The Canterbury Earthquake National Memorial that will be dedicated next month has been shaped by many whose lives were most profoundly impacted by the 22 February 2011 earthquake.

An artist's impression of the Canterbury Earthquake National Memorial.

An artist's impression of the Canterbury Earthquake National Memorial.

Designed to be a place for people to reflect on the devastating earthquakes that changed Canterbury and its communities forever, the Memorial honours those who lost their lives and acknowledges those who were seriously injured and everyone who helped in the rescue and recovery operation.

It will be dedicated on 22 February, in a joint event with the annual Civic commemorative ceremony to mark the sixth anniversary of the deadly quake.

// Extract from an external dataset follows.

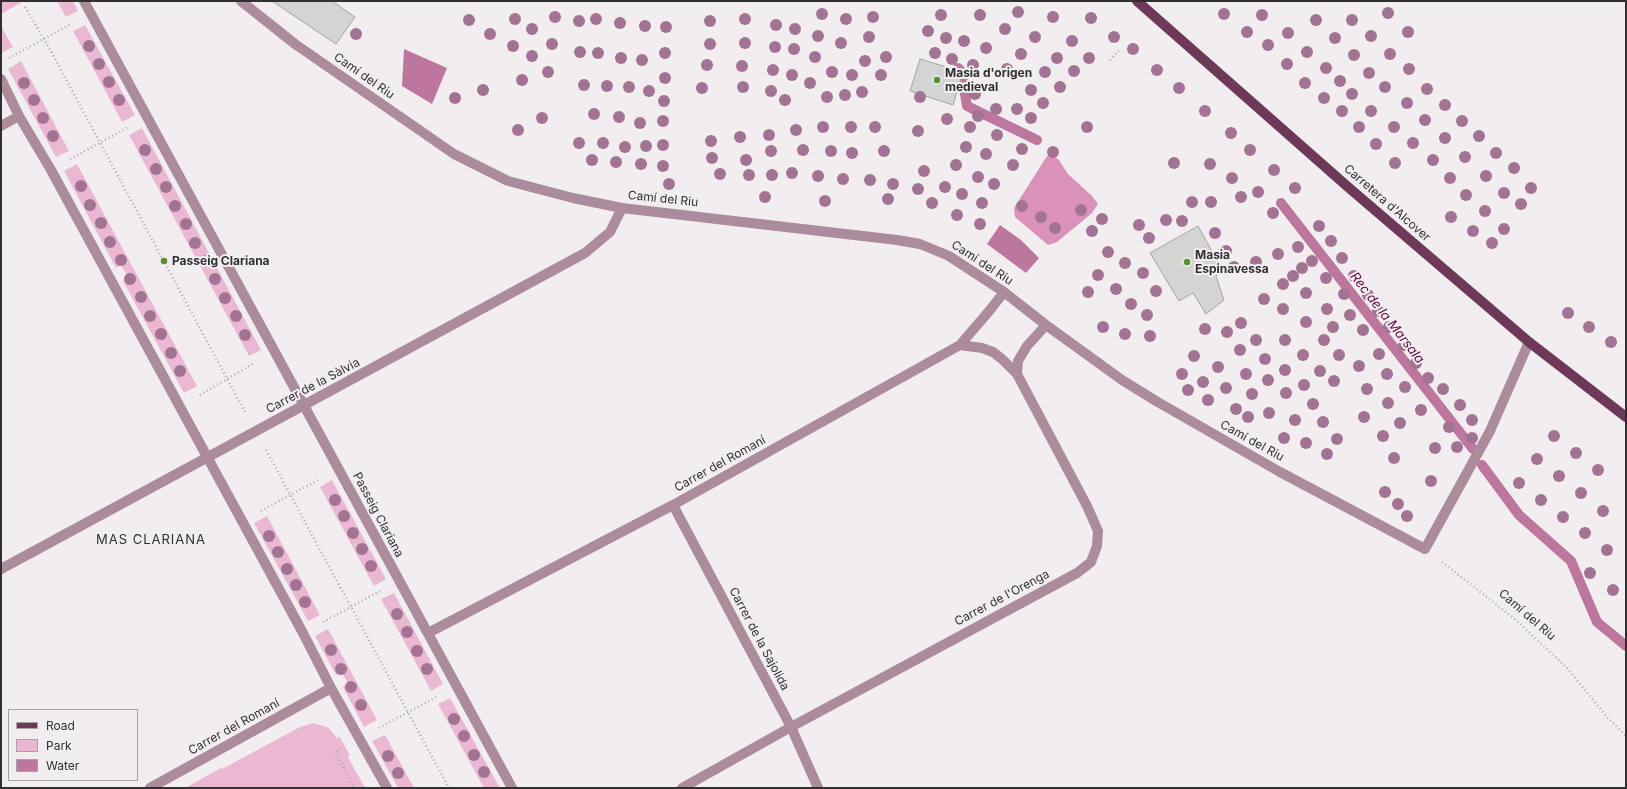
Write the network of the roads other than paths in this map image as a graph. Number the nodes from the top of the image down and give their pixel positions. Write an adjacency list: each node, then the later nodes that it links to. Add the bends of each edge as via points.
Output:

The Memorial spans both sides of the Ōtākaro/Avon River, in the area bordered by the Montreal Street Bridge to the west, Durham Street to the east, and Cambridge and Oxford Terraces to the north and south. A Memorial Wall on the south bank is inscribed with the names of those who lost their lives in the 22 February Earthquake and words of acknowledgment, while the north bank is a quieter green space.

Ōtākaro Limited, Christchurch City Council, Te Rūnanga o Ngāi Tahu and the Ministry of Culture and Heritage have worked together to deliver the Memorial.

Ōtākaro Limited Chief Executive Albert Brantley says asking for feedback from bereaved families, those who were severely injured and first responders has been central to the development of the Memorial.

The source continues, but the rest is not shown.